> **Dataset entries**:
[Start of Attachment]
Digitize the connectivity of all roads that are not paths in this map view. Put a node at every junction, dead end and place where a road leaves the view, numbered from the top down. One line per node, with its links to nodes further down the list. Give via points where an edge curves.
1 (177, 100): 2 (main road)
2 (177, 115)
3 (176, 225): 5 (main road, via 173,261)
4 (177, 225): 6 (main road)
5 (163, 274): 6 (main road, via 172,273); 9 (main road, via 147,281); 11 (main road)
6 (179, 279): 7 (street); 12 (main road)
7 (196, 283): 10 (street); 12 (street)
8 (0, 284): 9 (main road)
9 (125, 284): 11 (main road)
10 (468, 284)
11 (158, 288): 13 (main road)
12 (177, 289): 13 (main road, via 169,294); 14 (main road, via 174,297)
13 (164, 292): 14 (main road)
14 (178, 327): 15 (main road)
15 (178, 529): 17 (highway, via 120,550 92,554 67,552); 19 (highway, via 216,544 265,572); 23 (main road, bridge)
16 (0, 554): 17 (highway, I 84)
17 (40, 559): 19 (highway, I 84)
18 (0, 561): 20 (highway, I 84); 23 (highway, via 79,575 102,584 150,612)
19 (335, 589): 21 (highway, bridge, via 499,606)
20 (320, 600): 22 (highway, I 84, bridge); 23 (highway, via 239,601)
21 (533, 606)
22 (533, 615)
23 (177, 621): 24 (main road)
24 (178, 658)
[End of Attachment]
Each entry must be output exactly as it was written.

Digitize the connectivity of all roads that are not paths in this map view. Put a node at every junction, dead end and place where a road leaves the view, numbered from the top down. One line per node, with its links to nodes further down the list. Give via points where an edge curves.
1 (177, 100): 2 (main road)
2 (177, 115)
3 (176, 225): 5 (main road, via 173,261)
4 (177, 225): 6 (main road)
5 (163, 274): 6 (main road, via 172,273); 9 (main road, via 147,281); 11 (main road)
6 (179, 279): 7 (street); 12 (main road)
7 (196, 283): 10 (street); 12 (street)
8 (0, 284): 9 (main road)
9 (125, 284): 11 (main road)
10 (468, 284)
11 (158, 288): 13 (main road)
12 (177, 289): 13 (main road, via 169,294); 14 (main road, via 174,297)
13 (164, 292): 14 (main road)
14 (178, 327): 15 (main road)
15 (178, 529): 17 (highway, via 120,550 92,554 67,552); 19 (highway, via 216,544 265,572); 23 (main road, bridge)
16 (0, 554): 17 (highway, I 84)
17 (40, 559): 19 (highway, I 84)
18 (0, 561): 20 (highway, I 84); 23 (highway, via 79,575 102,584 150,612)
19 (335, 589): 21 (highway, bridge, via 499,606)
20 (320, 600): 22 (highway, I 84, bridge); 23 (highway, via 239,601)
21 (533, 606)
22 (533, 615)
23 (177, 621): 24 (main road)
24 (178, 658)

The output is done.